He's Not a Sex Offender, Married Man Says

     VISALIA, Calif. (CN) - A man required to register as a sex offender for life for having consensual relations with his now-wife 24 years ago - when he was 19 and she was 17 - asked a state court to remove that obligation so he can get on with his life.
     In 1989, police busted Lonny Leon Rivera, then 19, for having "consensual, voluntary relations" with his 17-year-old girlfriend. He pleaded guilty to a single count of oral copulation with a minor. That charge requires mandatory, lifetime registration as a sex offender in the state of California, according to Rivera's lawsuit in Tulare County Court.
     Rivera and his girlfriend remained together and are now married.
     Rivera registered, but acknowledges that he failed to update his information annually from 1991 through 2011. In 2012, California Attorney General Kamala Harris filed a criminal complaint for failure to register as a sex offender. Rivera was arraigned in October.
     In his petition for writ of mandate, Rivera claims that the state's demand is unconstitutional.

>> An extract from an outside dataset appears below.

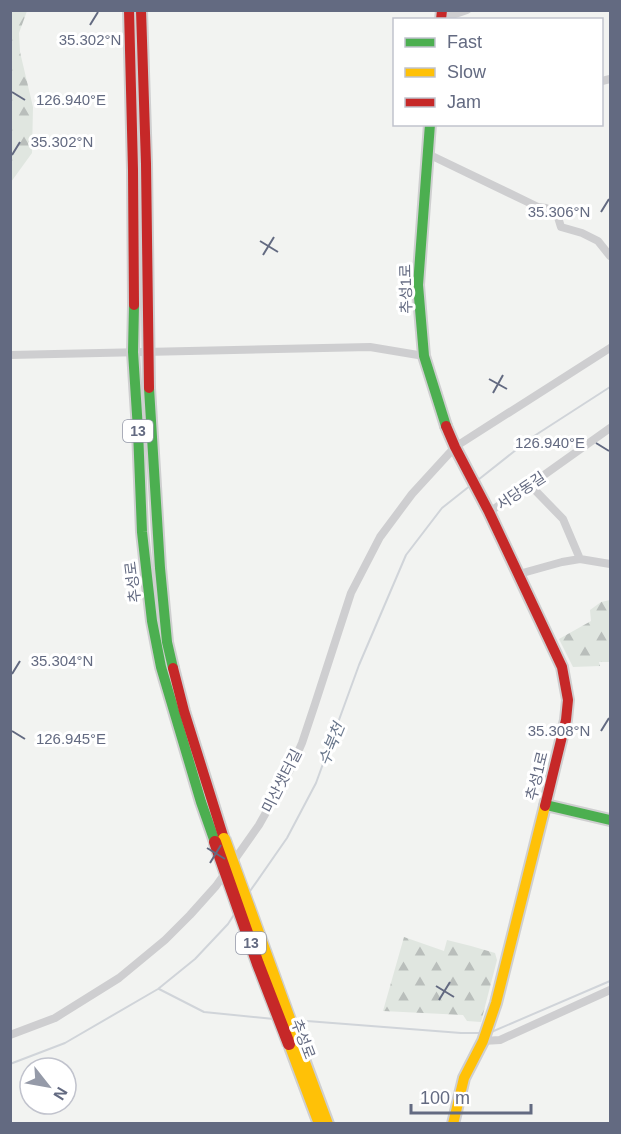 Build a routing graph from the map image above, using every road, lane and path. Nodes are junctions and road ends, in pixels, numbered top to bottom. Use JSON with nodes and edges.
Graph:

     "Rivera's inclusion in the sex offender registry under the mandatory provisions of the California Sex Offender Registration Act violates his right to equal protection of the laws, as guaranteed by the Fourteenth Amendment of the U.S. Constitution and Article I, Section 7 of the California Constitution," Rivera says in the petition, citing a 2006 ruling by the California Supreme Court in People v. Hofsheier.
     "He is entitled to this court vacating its order of July 25, 1989 ordering Rivera to register as a sex offender. He is further entitled to an order directing the California Department of Justice to terminate him from the Sex Offender Tracking Program."

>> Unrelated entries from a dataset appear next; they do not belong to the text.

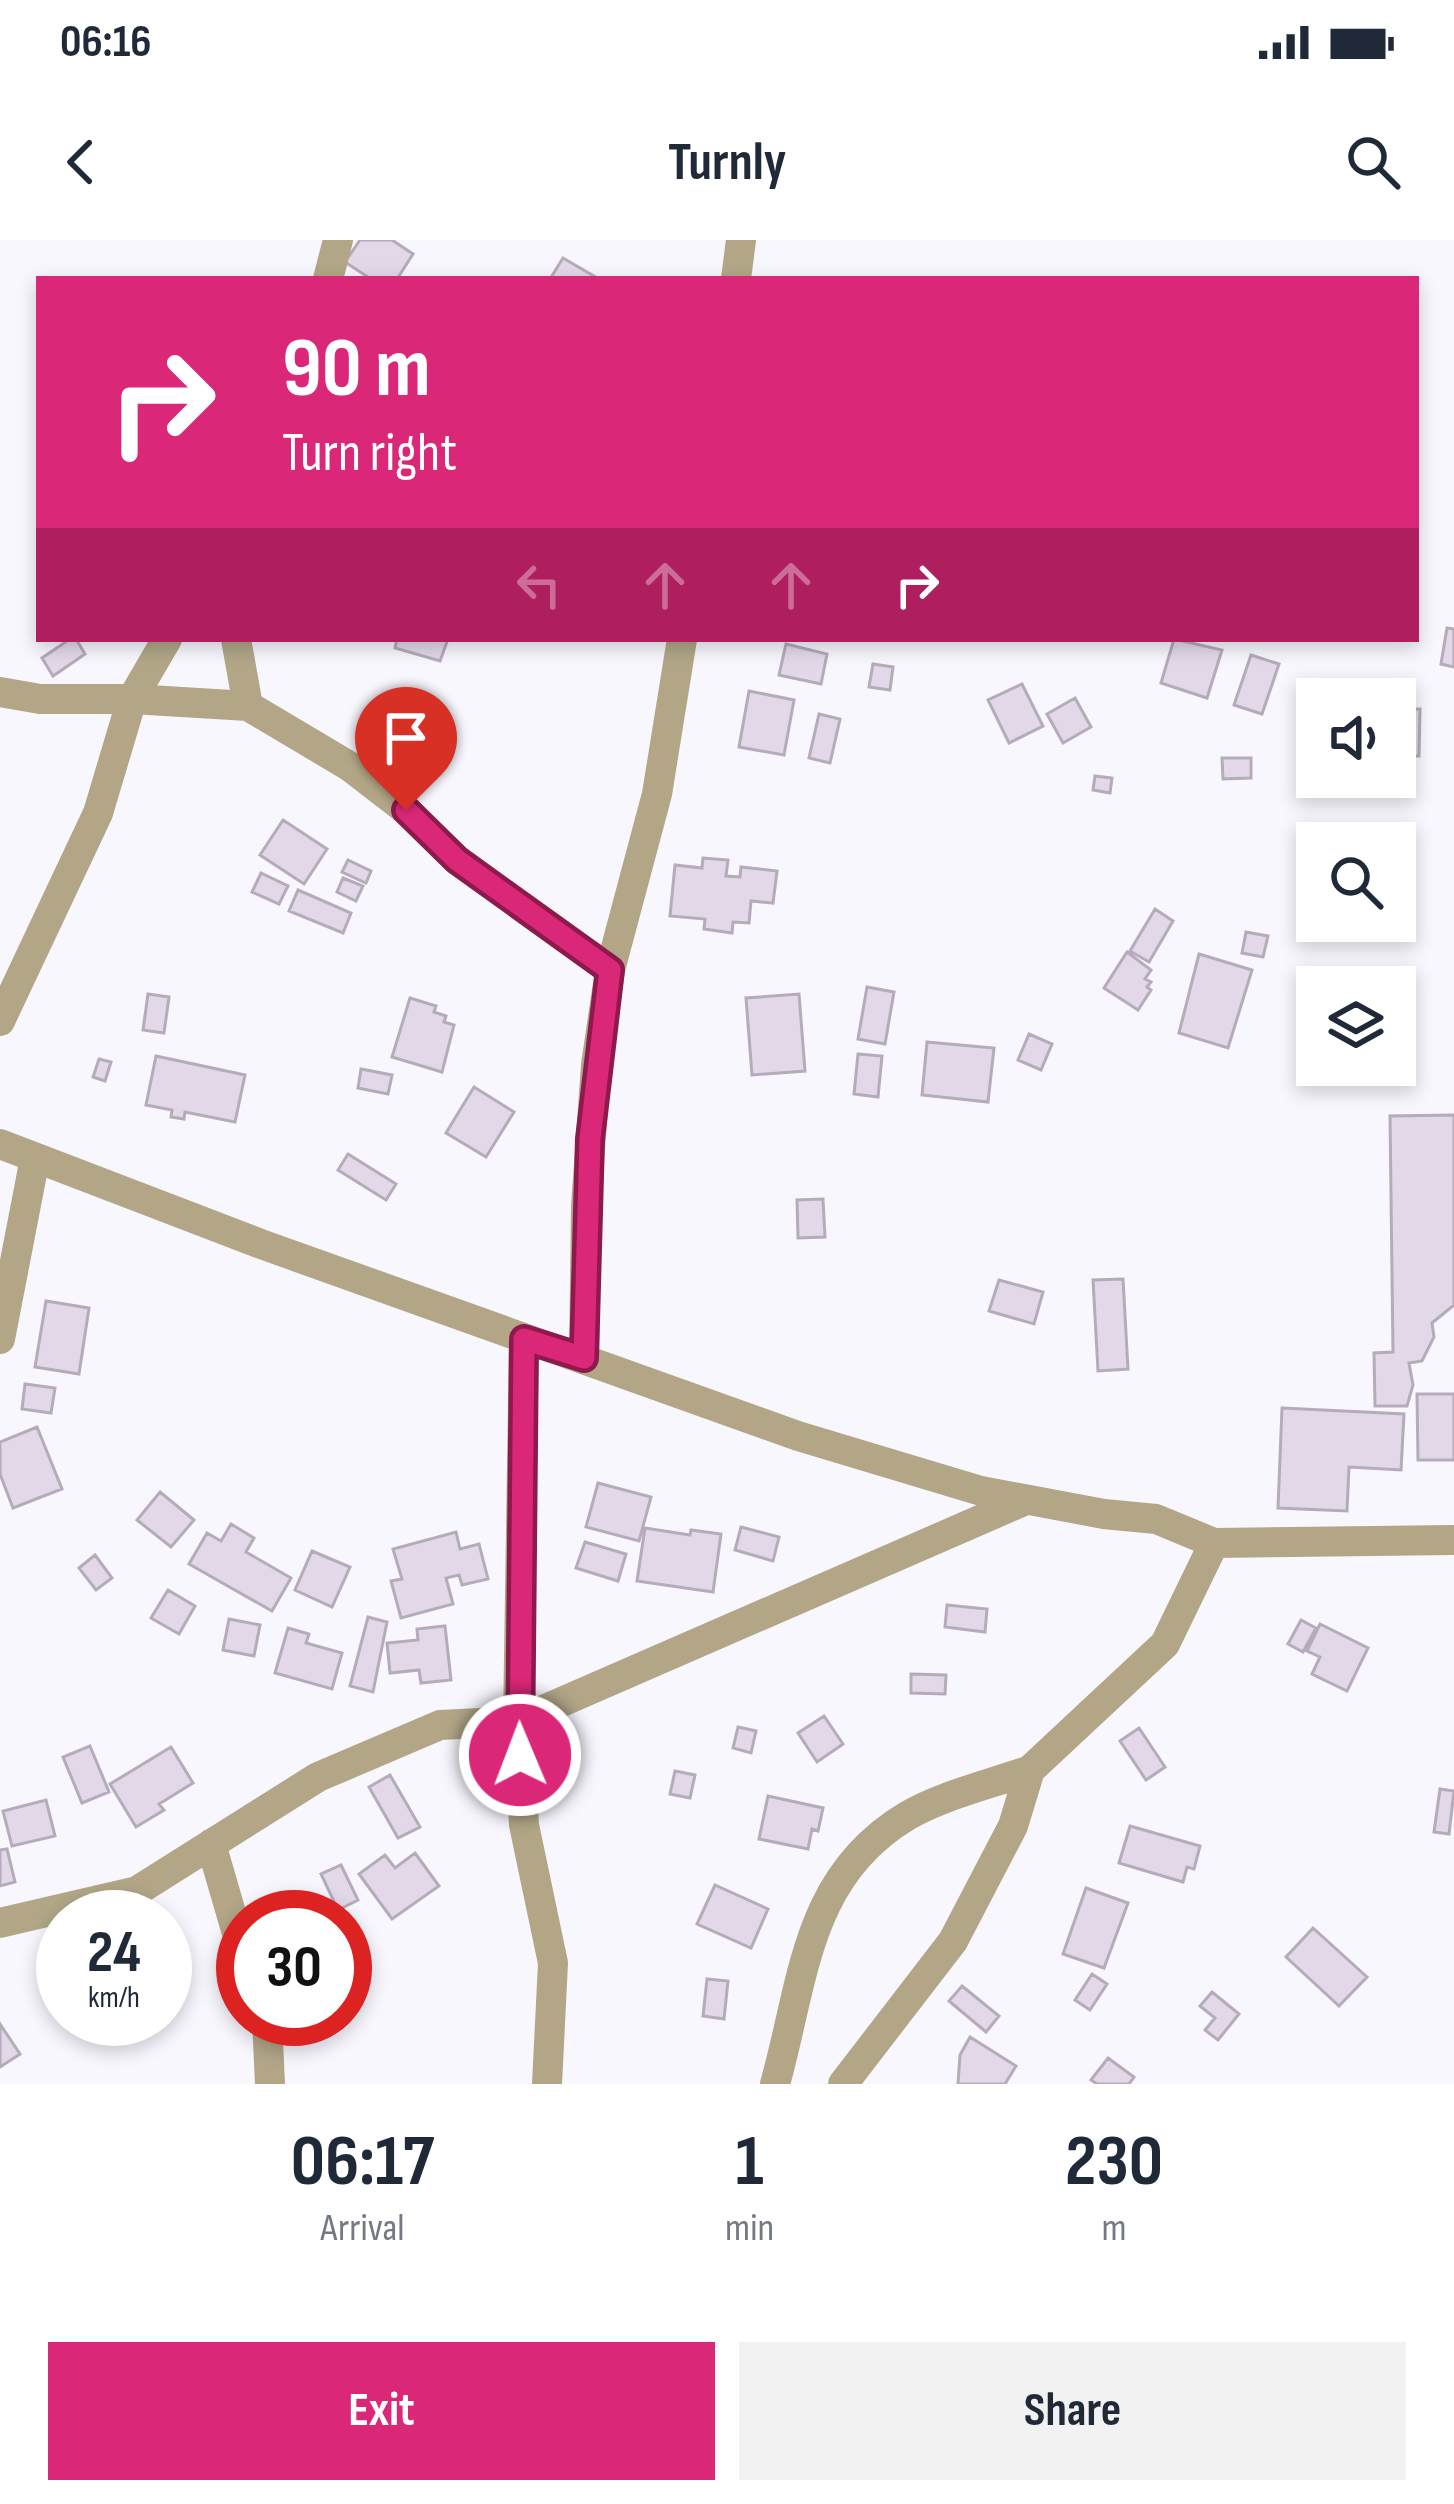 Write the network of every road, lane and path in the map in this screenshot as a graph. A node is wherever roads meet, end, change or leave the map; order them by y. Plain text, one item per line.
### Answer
1 (338, 240) edge
2 (741, 240) edge
3 (329, 276) edge
4 (736, 276) edge
5 (164, 642) edge
6 (237, 642) edge
7 (682, 642) edge
8 (0, 692) edge
9 (131, 699) junction
10 (248, 706) junction
11 (610, 970) junction
12 (0, 1022) edge
13 (0, 1144) edge
14 (34, 1158) junction
15 (0, 1339) edge
16 (524, 1339) junction
17 (584, 1358) junction
18 (1026, 1499) junction
19 (1454, 1540) edge
20 (1214, 1543) junction
21 (518, 1720) junction
22 (1030, 1770) junction
23 (211, 1844) junction
24 (224, 1890) edge
25 (0, 1923) edge
26 (268, 2046) edge
27 (269, 2084) edge
28 (547, 2084) edge
29 (775, 2084) edge
30 (843, 2084) edge

1 - 3 street
2 - 4 street
5 - 9 street
6 - 10 street
7 - 11 street
8 - 9 street
9 - 10 street
9 - 12 street
10 - 11 street
11 - 17 street
13 - 14 street
14 - 15 street
14 - 16 street
16 - 17 street
16 - 21 street
17 - 18 street
18 - 20 street
18 - 21 street
19 - 20 street
20 - 22 street
21 - 23 street
21 - 28 street
22 - 29 street
22 - 30 street
23 - 24 street
23 - 25 street
26 - 27 street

     In Hofsheier, the supreme court addressed a quirk in state law on sexual conduct with minors: An oral copulation conviction requires lifetime registration as a sex offender, while a conviction for statutory rape does not. The high court found that disparity - the less serious offense punished more harshly for a lifetime - violates constitutional guarantees.
     It took the justices another four years to decide on the appropriate mechanism to address the disparity. Finally, the high court ruled People v. Picklesimer in 2010 that people such as Rivera - no longer in custody and long past the appeals stage - must bring writ of mandate petitions in a trial court for resolution of the issue.

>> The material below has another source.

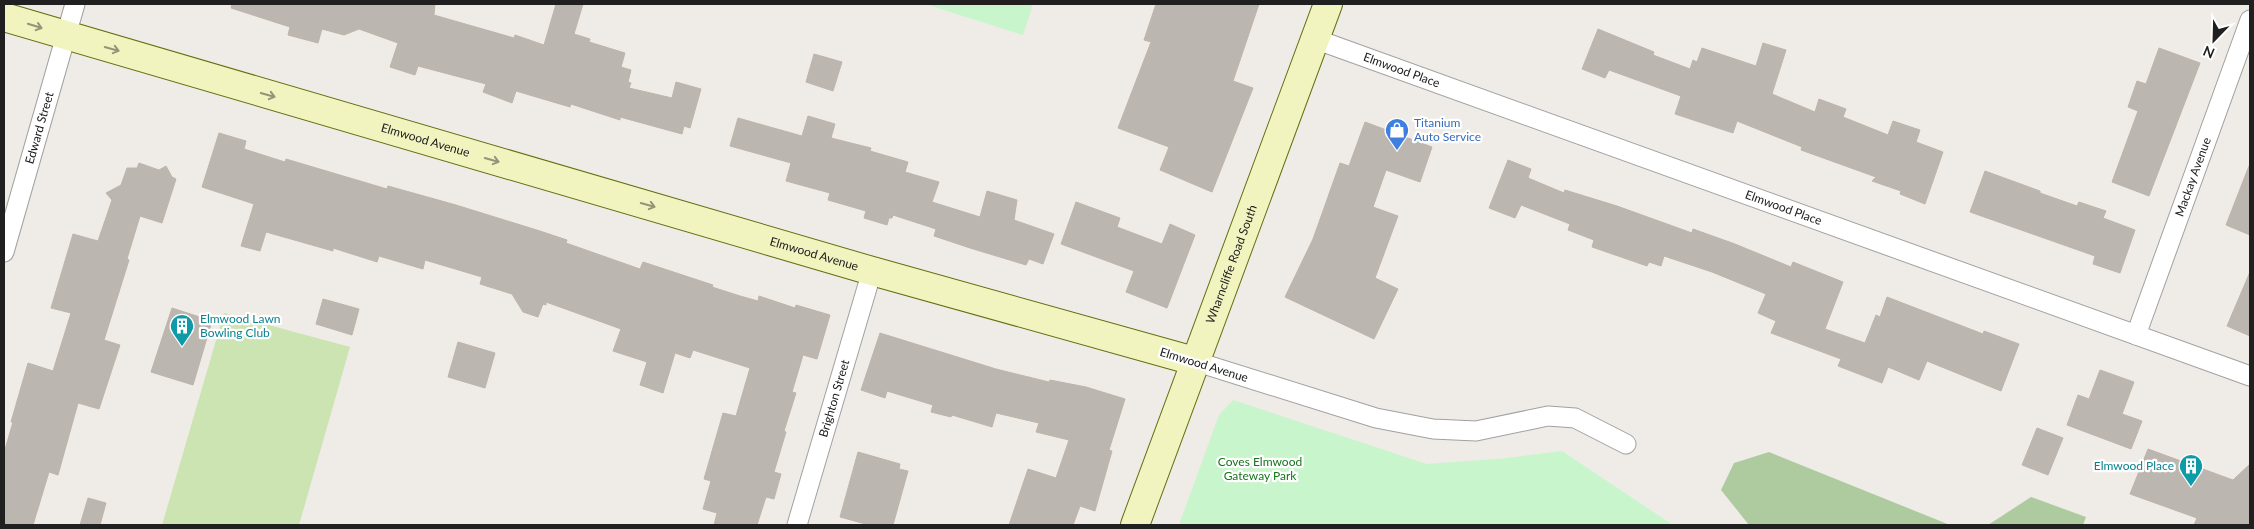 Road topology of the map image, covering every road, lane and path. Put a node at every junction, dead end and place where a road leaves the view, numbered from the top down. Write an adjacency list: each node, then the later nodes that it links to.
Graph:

     Rivera says he expects Harris will fight to keep him on the sex offender registry, despite admitting in Picklesimer that the mandatory requirement is unconstitutional. He adds that the state will likely push for discretionary registration - a decision that will ultimately be up to the trial court.
     "The court should take into account the risk the particular offender poses to the public, and the factors supporting a registration order must outweigh the 'substantial and onerous burden' on the defendant of the lifelong duty to register, along with all the attendant consequences of being required to register including community notification and internet dissemination provisions, restrictions on where registered sex offenders may lawfully reside, and local ordinances restricting where offenders may lawfully 'be present,'" Rivera says.
     He adds: "Rivera poses no danger of sexual reoffense. He has lived in the community for more than 25 years since the conviction and has not sexually reoffended. Rivera has not been arrested, charged or convicted of any sexual offense over the past 20 years."
     The only way a trial court could impose a discretionary registration requirement would be to find Rivera will become a sexual predator in the future, according to the petition.
     "There is absolutely nothing in the record to support such a finding," it states. "Not only has Rivera not committed any offenses, he has also remained with the 17-year-old girl involved in the underlying offense. They have been married and together for more than 25 years. Neither his original conviction nor subsequent criminal history (or lack thereof) could support an order requiring him to register as a sex offender." (Parentheses in original.)
     Rivera asks the court to vacate the original registration order and direct the California Department of Justice to remove him from the database.
     He is represented by Timothy Rote, with the Tulare County Public Defender.